Community Articles

VidyaSargur · ‎11-22-2023

Objective

This article provides a quickstart for the SparkXML package in Cloudera Data Engineering. You can run the following commands to parse XML files with Spark in Cloudera Data Engineering (CDE).

CDE is the only cloud-native service purpose-built for enterprise data engineering teams. Building on Apache Spark, Data Engineering is an all-inclusive data engineering toolset that enables orchestration automation with Apache Airflow, advanced pipeline monitoring, visual troubleshooting, and comprehensive management tools to streamline ETL processes across enterprise analytics teams.

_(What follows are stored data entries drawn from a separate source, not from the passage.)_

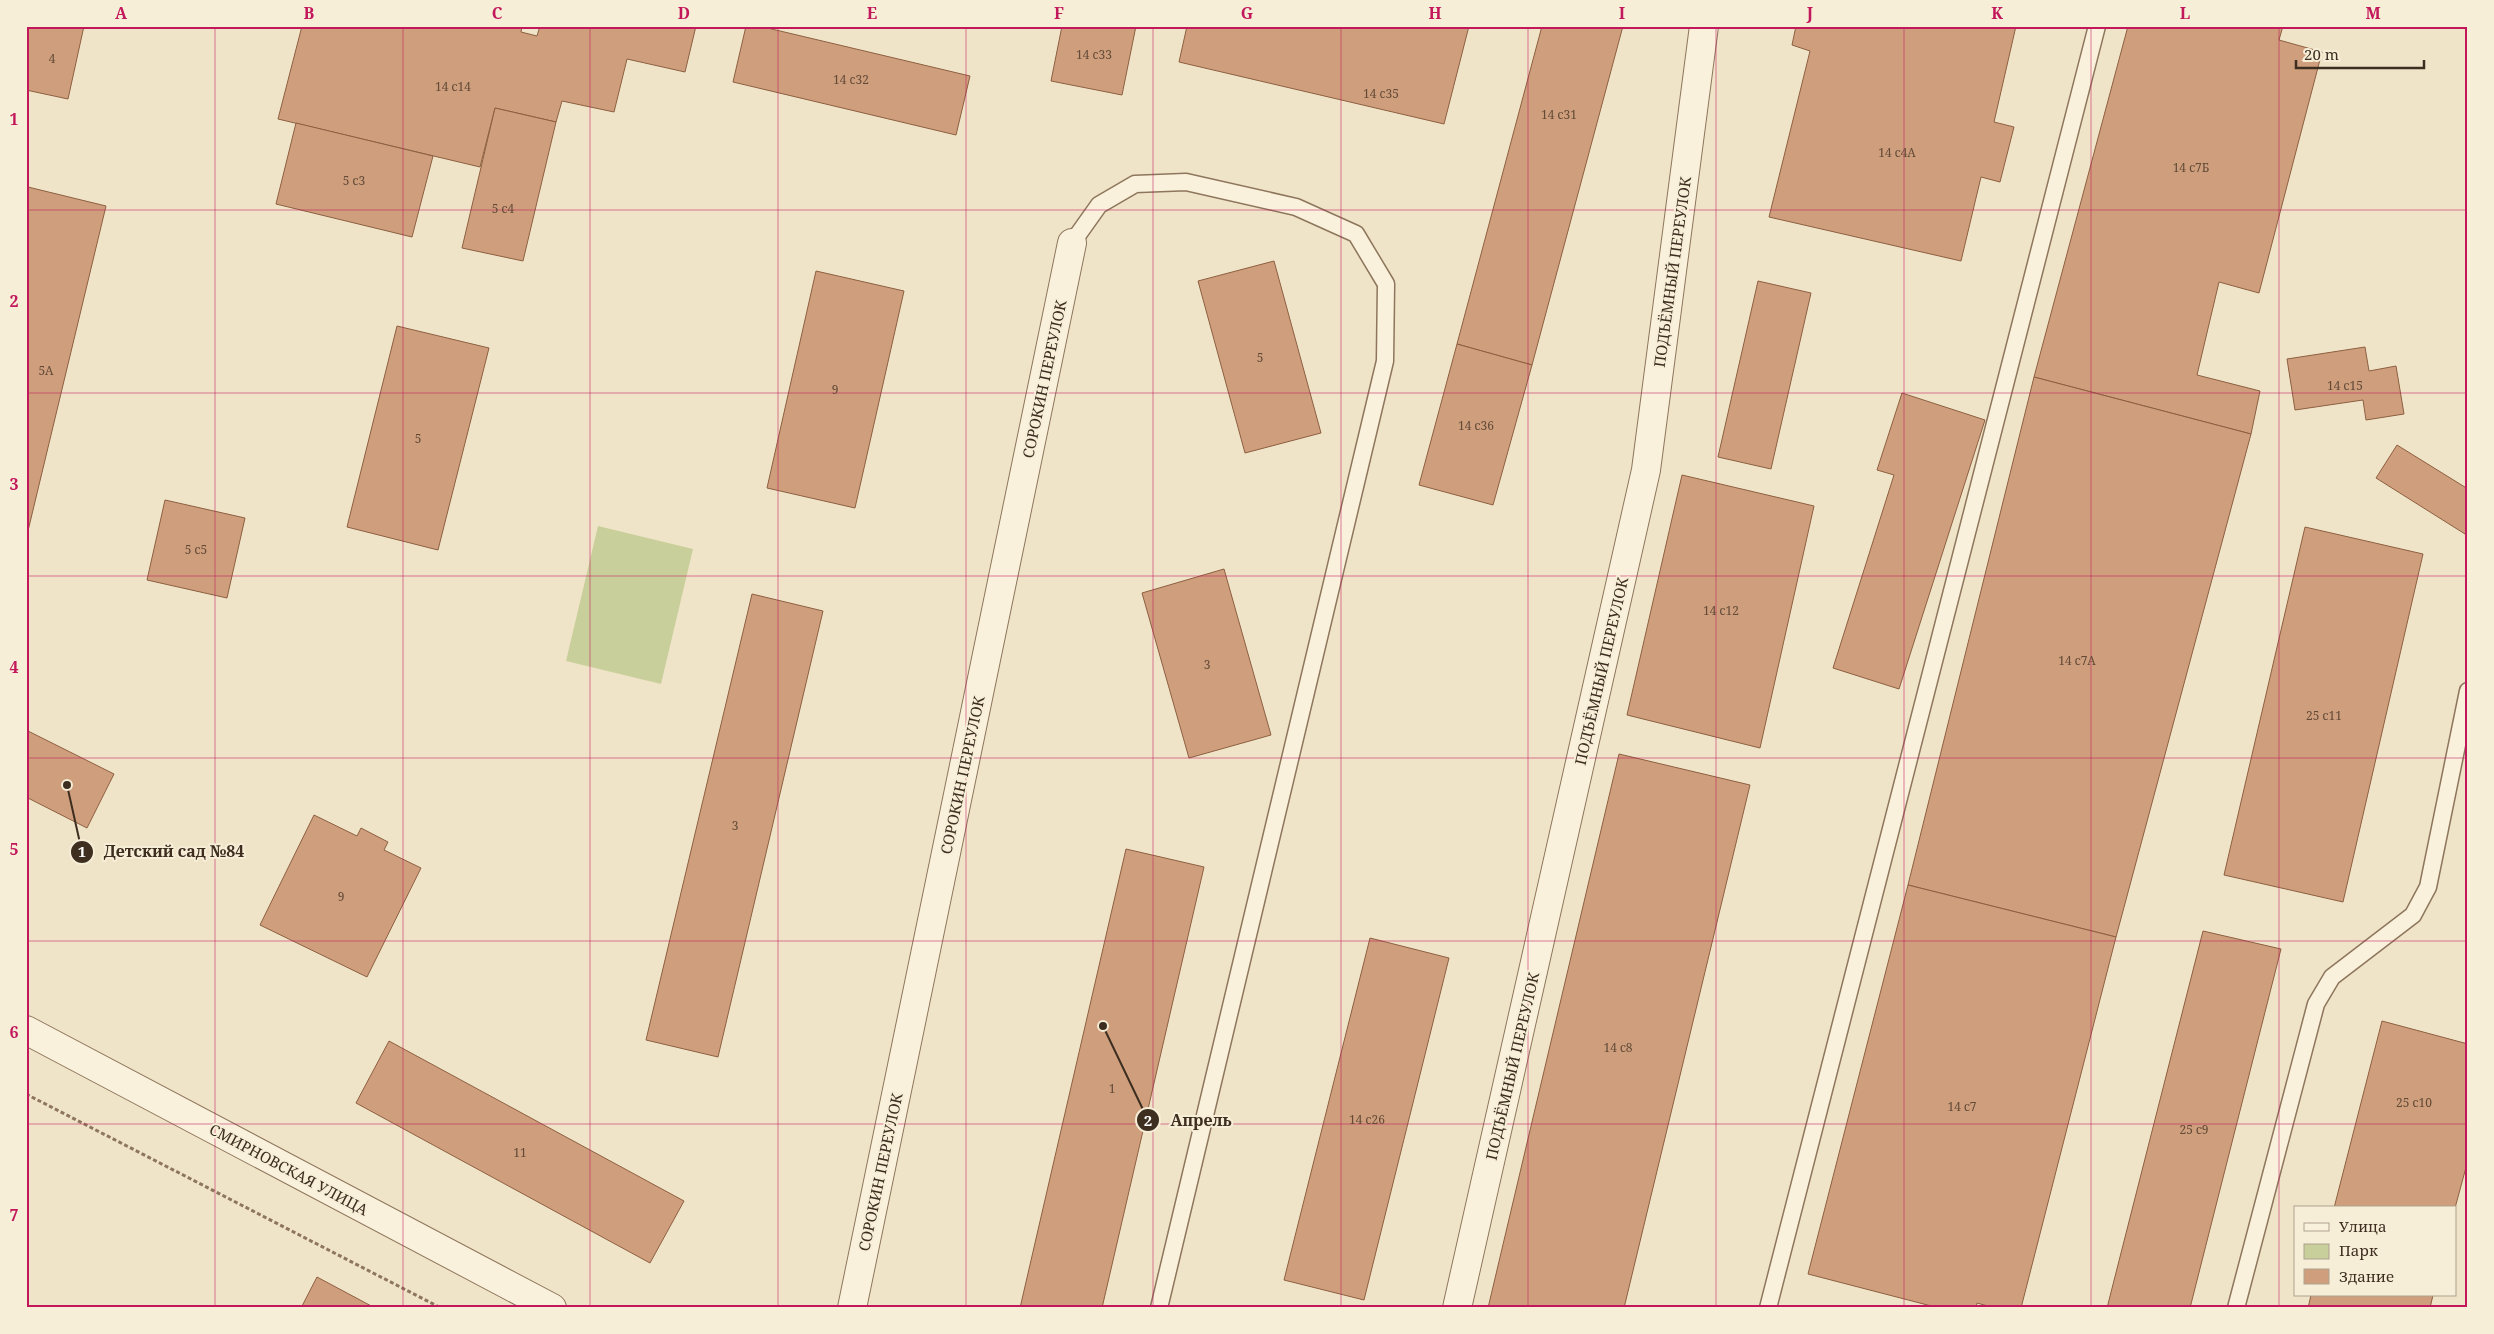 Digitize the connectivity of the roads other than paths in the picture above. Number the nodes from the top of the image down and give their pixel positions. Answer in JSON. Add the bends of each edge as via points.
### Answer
{"nodes":[{"id":1,"x":1704,"y":26,"type":"edge"},
{"id":2,"x":2096,"y":26,"type":"edge"},
{"id":3,"x":1072,"y":243,"type":"joint"},
{"id":4,"x":2468,"y":691,"type":"edge"},
{"id":5,"x":2456,"y":750,"type":"junction"},
{"id":6,"x":2468,"y":762,"type":"edge"},
{"id":7,"x":26,"y":1030,"type":"edge"},
{"id":8,"x":552,"y":1308,"type":"edge"},
{"id":9,"x":852,"y":1308,"type":"edge"},
{"id":10,"x":1159,"y":1308,"type":"edge"},
{"id":11,"x":1457,"y":1308,"type":"edge"},
{"id":12,"x":1768,"y":1308,"type":"edge"},
{"id":13,"x":2236,"y":1308,"type":"edge"}],
"edges":[{"from":1,"to":11,"type":"street","name":"ПОДЪЁМНЫЙ ПЕРЕУЛОК","via":[[1646,470]]},
{"from":2,"to":12,"type":"lane"},
{"from":3,"to":9,"type":"street","name":"СОРОКИН ПЕРЕУЛОК"},
{"from":3,"to":10,"type":"lane","via":[[1098,205],[1135,184],[1186,182],[1296,207],[1356,234],[1386,284],[1385,361]]},
{"from":4,"to":5,"type":"lane"},
{"from":5,"to":6,"type":"lane"},
{"from":5,"to":13,"type":"lane","via":[[2428,887],[2421,901],[2413,914],[2332,977],[2316,1004]]},
{"from":7,"to":8,"type":"street","name":"СМИРНОВСКАЯ УЛИЦА"}]}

The CDE is fully integrated with the Cloudera Data Platform (CDP), enabling end-to-end visibility and security with SDX as well as seamless integrations with CDP services such as Data Warehouse and Machine Learning. Data Engineering on CDP powers consistent, repeatable, and automated data engineering workflows on a hybrid cloud platform anywhere

Spark-XML is a library for parsing and querying XML data with Apache Spark, for Spark SQL and DataFrames. Spark Data Engineers use the package in CDE to parse XML files at scale. In the rest of this tutorial, we will run a few commands to demonstrate basic functionality of this package in CDE.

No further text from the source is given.